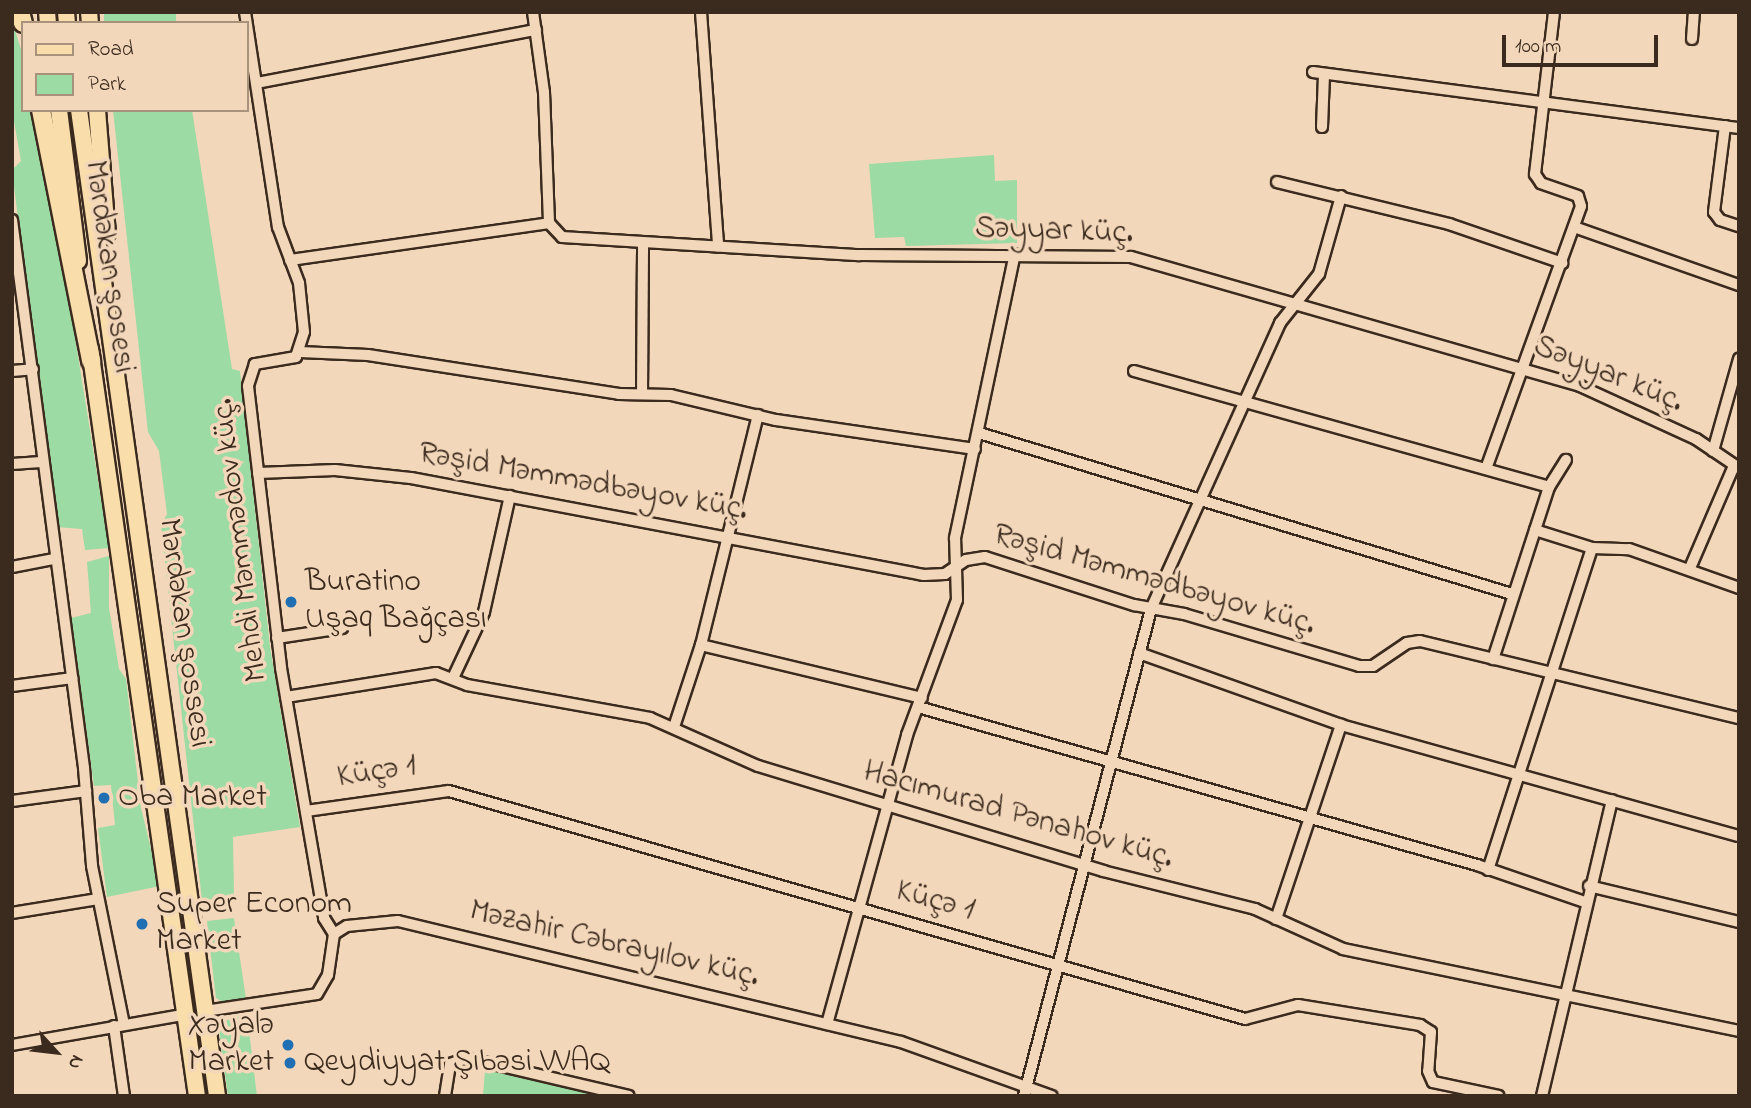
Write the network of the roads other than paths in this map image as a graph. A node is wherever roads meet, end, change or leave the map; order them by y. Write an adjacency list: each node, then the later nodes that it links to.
1 (533, 12): 6 (street)
2 (701, 12): 24 (street)
3 (1555, 12): 9 (street)
4 (1694, 12): 7 (street)
5 (248, 30): 8 (street)
6 (536, 30): 8 (street); 20 (street)
7 (1692, 40)
8 (257, 83): 26 (street)
9 (1544, 104): 14 (street); 15 (street); 22 (street)
10 (41, 112): 33 (highway)
11 (59, 112): 33 (main road, Mərdəkan şosesi)
12 (79, 112): 31 (main road, Mərdəkan şosesi)
13 (97, 112): 31 (main road)
14 (1725, 126): 16 (street); 21 (street)
15 (1322, 127)
16 (1739, 128)
17 (1277, 182): 18 (street)
18 (1340, 196): 27 (street); 29 (street)
19 (12, 220): 35 (street)
20 (549, 223): 23 (street, Səyyar küç.); 26 (street)
21 (1739, 226)
22 (1574, 227): 27 (street); 28 (street)
23 (643, 243): 24 (street, Səyyar küç.); 38 (street)
24 (718, 246): 25 (street, Səyyar küç.)
25 (1015, 254): 29 (street, Səyyar küç.); 43 (street)
26 (290, 260): 30 (street)
27 (1562, 262): 34 (street)
28 (1739, 285)
29 (1293, 303): 34 (street, Səyyar küç.); 39 (street)
30 (300, 352): 38 (street, Mehdi Məmmədov küç.); 51 (street, Mehdi Məmmədov küç.)
31 (118, 358): 41 (main road, Mərdəkan şosesi)
32 (1739, 359): 45 (street)
33 (91, 361): 42 (main road, Mərdəkan şosesi)
34 (1521, 368): 45 (street, Səyyar küç.); 49 (street)
35 (33, 369): 36 (street); 47 (street)
36 (12, 371)
37 (1134, 371): 39 (street)
38 (642, 394): 40 (street, Mehdi Məmmədov küç.)
39 (1244, 399): 49 (street); 54 (street)
40 (758, 415): 44 (street, Mehdi Məmmədov küç.); 56 (street)
41 (127, 428): 100 (main road, Mərdəkan şossesi)
42 (103, 431): 101 (main road, Mərdəkan şossesi)
43 (979, 433): 44 (street); 54 (street)
44 (975, 449): 59 (street)
45 (1713, 451): 50 (street, Səyyar küç.)
46 (1566, 460): 52 (street)
47 (41, 462): 48 (street); 58 (street)
48 (12, 464)
49 (1487, 466): 52 (street)
50 (1736, 467): 61 (street)
51 (258, 473): 53 (street, Rəşid Məmmədbəyov küç.); 66 (street, Mehdi Məmmədov küç.)
52 (1549, 487): 55 (street)
53 (510, 496): 56 (street, Rəşid Məmmədbəyov küç.); 72 (street)
54 (1197, 498): 63 (street); 64 (street)
55 (1535, 530): 57 (street); 63 (street)
56 (729, 534): 59 (street, Rəşid Məmmədbəyov küç.); 67 (street)
57 (1592, 548): 61 (street); 70 (street)
58 (54, 559): 60 (street); 71 (street)
59 (956, 567): 64 (street, Rəşid Məmmədbəyov küç.); 75 (street)
60 (12, 568)
61 (1690, 568): 62 (street)
62 (1739, 588)
63 (1512, 594): 69 (street)
64 (1151, 609): 68 (street); 69 (street, Rəşid Məmmədbəyov küç.)
65 (342, 628): 66 (street)
66 (277, 638): 74 (street, Mehdi Məmmədov küç.)
67 (701, 645): 75 (street); 78 (street)
68 (1139, 653): 77 (street); 79 (street)
69 (1493, 659): 70 (street, Rəşid Məmmədbəyov küç.)
70 (1552, 672): 76 (street, Rəşid Məmmədbəyov küç.); 80 (street)
71 (72, 678): 73 (street); 81 (street)
72 (453, 678): 74 (street, Hacımurad Pənahov küç.); 78 (street, Hacımurad Pənahov küç.)
73 (12, 686)
74 (286, 697): 85 (street, Mehdi Məmmədov küç.)
75 (920, 703): 79 (street); 84 (street)
76 (1739, 718)
77 (1341, 724): 80 (street); 86 (street)
78 (674, 727): 84 (street, Hacımurad Pənahov küç.)
79 (1110, 765): 86 (street); 88 (street)
80 (1520, 772): 82 (street); 89 (street)
81 (86, 791): 83 (street); 91 (street)
82 (1612, 800): 87 (street); 90 (street)
83 (12, 801)
84 (888, 808): 88 (street, Hacımurad Pənahov küç.); 93 (street)
85 (306, 811): 93 (street, Küçə 1); 97 (street, Mehdi Məmmədov küç.)
86 (1309, 820): 89 (street); 95 (street)
87 (1739, 836)
88 (1085, 864): 95 (street, Hacımurad Pənahov küç.); 98 (street)
89 (1488, 870): 92 (street)
90 (1589, 886): 92 (street); 96 (street)
91 (98, 899): 94 (street); 103 (street)
92 (1585, 902): 99 (street)
93 (860, 909): 98 (street, Küçə 1); 102 (street)
94 (12, 913)
95 (1276, 919): 99 (street, Hacımurad Pənahov küç.)
96 (1739, 922)
97 (334, 933): 100 (street); 102 (street, Məzahir Cəbrayılov küç.)
98 (1059, 963): 106 (street); 114 (street, Küçə 1)
99 (1565, 993): 104 (street, Hacımurad Pənahov küç.); 115 (street)
100 (205, 1011): 109 (main road, Mərdəkan şossesi)
101 (187, 1014): 103 (street); 108 (main road, Mərdəkan şossesi)
102 (827, 1024): 106 (street, Məzahir Cəbrayılov küç.)
103 (119, 1025): 105 (street); 107 (street)
104 (1739, 1031)
105 (12, 1045)
106 (1030, 1084): 112 (street); 113 (street, Məzahir Cəbrayılov küç.)
107 (124, 1096)
108 (197, 1096)
109 (217, 1096)
110 (445, 1096): 111 (street)
111 (629, 1096)
112 (1024, 1096)
113 (1052, 1096)
114 (1499, 1096)
115 (1542, 1096)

***

- [DIRECTIONS FOR THIS TASK]: Check each line of the listing above. Copy the ones with the word "Məzahir".

- [ANSWER BOX]:
97 (334, 933): 100 (street); 102 (street, Məzahir Cəbrayılov küç.)
102 (827, 1024): 106 (street, Məzahir Cəbrayılov küç.)
106 (1030, 1084): 112 (street); 113 (street, Məzahir Cəbrayılov küç.)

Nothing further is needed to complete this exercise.